### Problem requirements
Could you reproduce all of the entries below without a single change?
Top of Information supplied
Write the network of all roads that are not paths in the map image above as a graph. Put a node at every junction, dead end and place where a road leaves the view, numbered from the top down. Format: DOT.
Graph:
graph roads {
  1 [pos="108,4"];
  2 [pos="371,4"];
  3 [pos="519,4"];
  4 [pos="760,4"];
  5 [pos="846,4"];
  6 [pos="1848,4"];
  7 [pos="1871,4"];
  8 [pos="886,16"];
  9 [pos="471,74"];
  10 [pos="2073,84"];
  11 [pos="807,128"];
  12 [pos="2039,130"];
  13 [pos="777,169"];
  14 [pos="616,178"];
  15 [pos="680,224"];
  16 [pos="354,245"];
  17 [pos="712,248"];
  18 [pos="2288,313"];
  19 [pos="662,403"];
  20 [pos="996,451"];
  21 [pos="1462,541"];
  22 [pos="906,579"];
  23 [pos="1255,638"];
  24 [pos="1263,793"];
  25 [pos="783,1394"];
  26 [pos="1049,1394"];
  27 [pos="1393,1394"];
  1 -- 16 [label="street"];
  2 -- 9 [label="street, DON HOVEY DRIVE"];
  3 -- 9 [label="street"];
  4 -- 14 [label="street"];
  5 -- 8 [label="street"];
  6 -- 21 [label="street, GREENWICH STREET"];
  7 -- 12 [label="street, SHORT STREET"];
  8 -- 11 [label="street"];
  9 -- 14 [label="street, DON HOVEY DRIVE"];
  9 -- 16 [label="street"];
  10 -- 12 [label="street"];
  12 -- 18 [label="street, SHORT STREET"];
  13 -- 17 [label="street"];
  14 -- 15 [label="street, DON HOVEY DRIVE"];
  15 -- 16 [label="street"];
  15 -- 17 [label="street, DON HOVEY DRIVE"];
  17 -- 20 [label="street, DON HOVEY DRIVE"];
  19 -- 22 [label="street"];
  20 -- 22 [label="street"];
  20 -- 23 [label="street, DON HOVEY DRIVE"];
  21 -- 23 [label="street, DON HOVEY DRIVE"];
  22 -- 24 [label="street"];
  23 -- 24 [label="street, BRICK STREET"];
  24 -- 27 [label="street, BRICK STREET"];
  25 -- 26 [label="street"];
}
Bottom of Information supplied
### Exercise result
Write the network of all roads that are not paths in the map image above as a graph. Put a node at every junction, dead end and place where a road leaves the view, numbered from the top down. Format: DOT.
Graph:
graph roads {
  1 [pos="108,4"];
  2 [pos="371,4"];
  3 [pos="519,4"];
  4 [pos="760,4"];
  5 [pos="846,4"];
  6 [pos="1848,4"];
  7 [pos="1871,4"];
  8 [pos="886,16"];
  9 [pos="471,74"];
  10 [pos="2073,84"];
  11 [pos="807,128"];
  12 [pos="2039,130"];
  13 [pos="777,169"];
  14 [pos="616,178"];
  15 [pos="680,224"];
  16 [pos="354,245"];
  17 [pos="712,248"];
  18 [pos="2288,313"];
  19 [pos="662,403"];
  20 [pos="996,451"];
  21 [pos="1462,541"];
  22 [pos="906,579"];
  23 [pos="1255,638"];
  24 [pos="1263,793"];
  25 [pos="783,1394"];
  26 [pos="1049,1394"];
  27 [pos="1393,1394"];
  1 -- 16 [label="street"];
  2 -- 9 [label="street, DON HOVEY DRIVE"];
  3 -- 9 [label="street"];
  4 -- 14 [label="street"];
  5 -- 8 [label="street"];
  6 -- 21 [label="street, GREENWICH STREET"];
  7 -- 12 [label="street, SHORT STREET"];
  8 -- 11 [label="street"];
  9 -- 14 [label="street, DON HOVEY DRIVE"];
  9 -- 16 [label="street"];
  10 -- 12 [label="street"];
  12 -- 18 [label="street, SHORT STREET"];
  13 -- 17 [label="street"];
  14 -- 15 [label="street, DON HOVEY DRIVE"];
  15 -- 16 [label="street"];
  15 -- 17 [label="street, DON HOVEY DRIVE"];
  17 -- 20 [label="street, DON HOVEY DRIVE"];
  19 -- 22 [label="street"];
  20 -- 22 [label="street"];
  20 -- 23 [label="street, DON HOVEY DRIVE"];
  21 -- 23 [label="street, DON HOVEY DRIVE"];
  22 -- 24 [label="street"];
  23 -- 24 [label="street, BRICK STREET"];
  24 -- 27 [label="street, BRICK STREET"];
  25 -- 26 [label="street"];
}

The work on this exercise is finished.